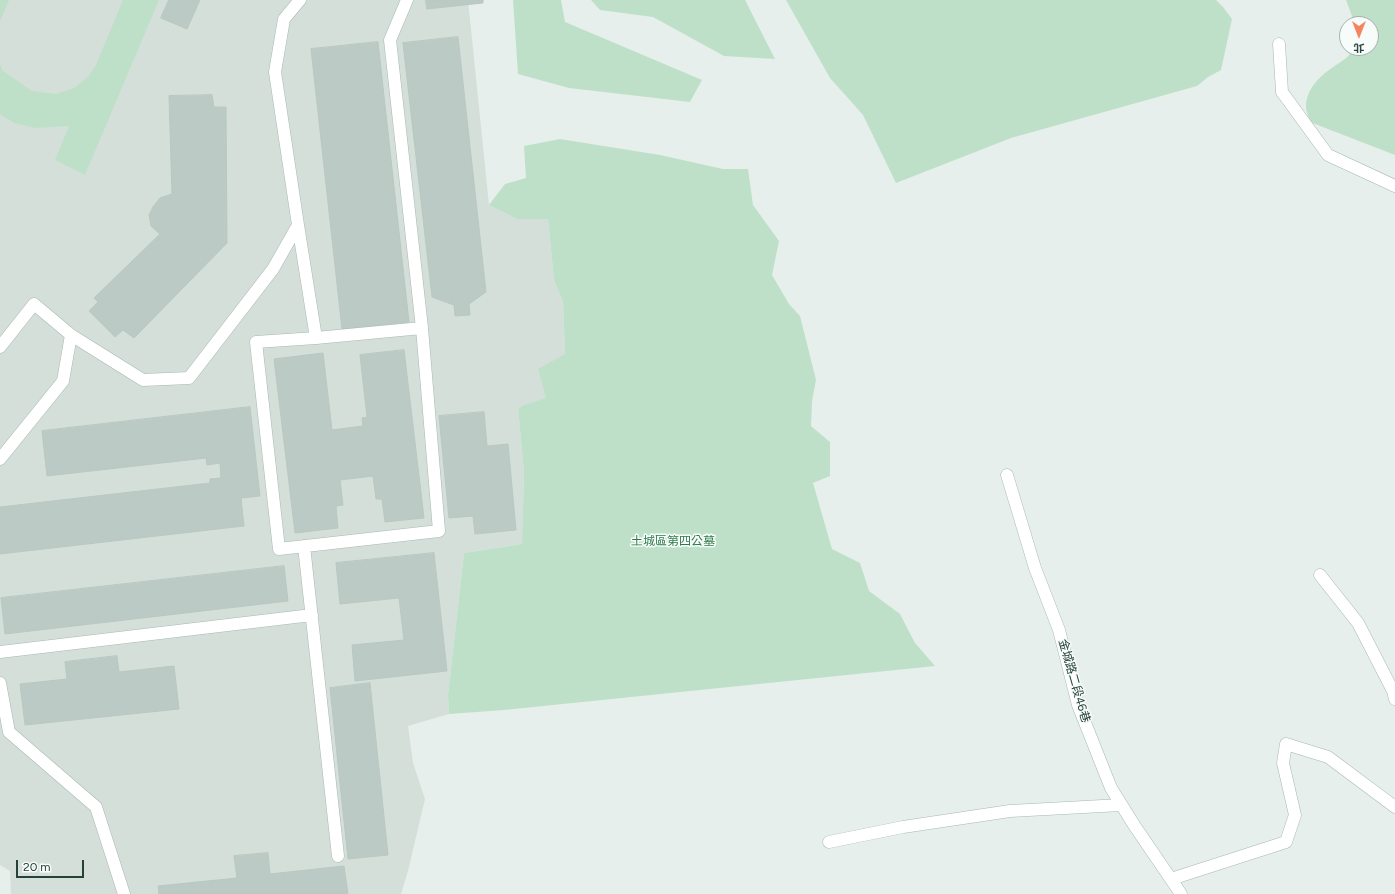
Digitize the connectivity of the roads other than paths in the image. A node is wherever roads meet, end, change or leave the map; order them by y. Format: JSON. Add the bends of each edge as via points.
{"nodes":[{"id":1,"x":300,"y":0,"type":"edge"},
{"id":2,"x":406,"y":0,"type":"edge"},
{"id":3,"x":1279,"y":44,"type":"dead end"},
{"id":4,"x":1395,"y":186,"type":"edge"},
{"id":5,"x":298,"y":225,"type":"junction"},
{"id":6,"x":422,"y":328,"type":"junction"},
{"id":7,"x":71,"y":335,"type":"junction"},
{"id":8,"x":316,"y":338,"type":"junction"},
{"id":9,"x":0,"y":347,"type":"edge"},
{"id":10,"x":0,"y":459,"type":"edge"},
{"id":11,"x":1007,"y":475,"type":"dead end"},
{"id":12,"x":304,"y":546,"type":"junction"},
{"id":13,"x":1320,"y":575,"type":"dead end"},
{"id":14,"x":312,"y":615,"type":"junction"},
{"id":15,"x":0,"y":652,"type":"edge"},
{"id":16,"x":0,"y":683,"type":"edge"},
{"id":17,"x":1395,"y":699,"type":"edge"},
{"id":18,"x":1121,"y":805,"type":"junction"},
{"id":19,"x":1395,"y":807,"type":"edge"},
{"id":20,"x":829,"y":842,"type":"dead end"},
{"id":21,"x":338,"y":856,"type":"dead end"},
{"id":22,"x":1171,"y":879,"type":"junction"},
{"id":23,"x":124,"y":894,"type":"edge"},
{"id":24,"x":1181,"y":894,"type":"edge"}],
"edges":[{"from":1,"to":5,"type":"lane","via":[[284,19],[275,72]]},
{"from":2,"to":6,"type":"lane","via":[[390,40]]},
{"from":3,"to":4,"type":"lane","via":[[1282,92],[1328,154]]},
{"from":5,"to":7,"type":"lane","via":[[273,269],[189,378],[143,380]]},
{"from":5,"to":8,"type":"lane"},
{"from":6,"to":8,"type":"lane"},
{"from":6,"to":12,"type":"lane","via":[[439,531]]},
{"from":7,"to":9,"type":"lane","via":[[34,304]]},
{"from":7,"to":10,"type":"lane","via":[[63,382]]},
{"from":8,"to":12,"type":"lane","via":[[256,342],[279,548]]},
{"from":11,"to":18,"type":"lane","name":"金城路二段46巷","via":[[1036,568],[1059,630],[1078,705],[1111,788]]},
{"from":12,"to":14,"type":"lane"},
{"from":13,"to":17,"type":"lane","via":[[1358,624]]},
{"from":14,"to":15,"type":"lane"},
{"from":14,"to":21,"type":"lane"},
{"from":16,"to":23,"type":"lane","via":[[9,732],[96,807]]},
{"from":18,"to":20,"type":"lane","via":[[1010,811],[903,827]]},
{"from":18,"to":22,"type":"lane","name":"金城路二段46巷"},
{"from":19,"to":22,"type":"lane","via":[[1328,757],[1286,744],[1283,763],[1295,815],[1286,842]]},
{"from":22,"to":24,"type":"lane","name":"金城路二段46巷"}]}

__THE TASK__
Count how many lines of the material hold the string "dead". Give the number and nothing more.

__OUTPUT__
5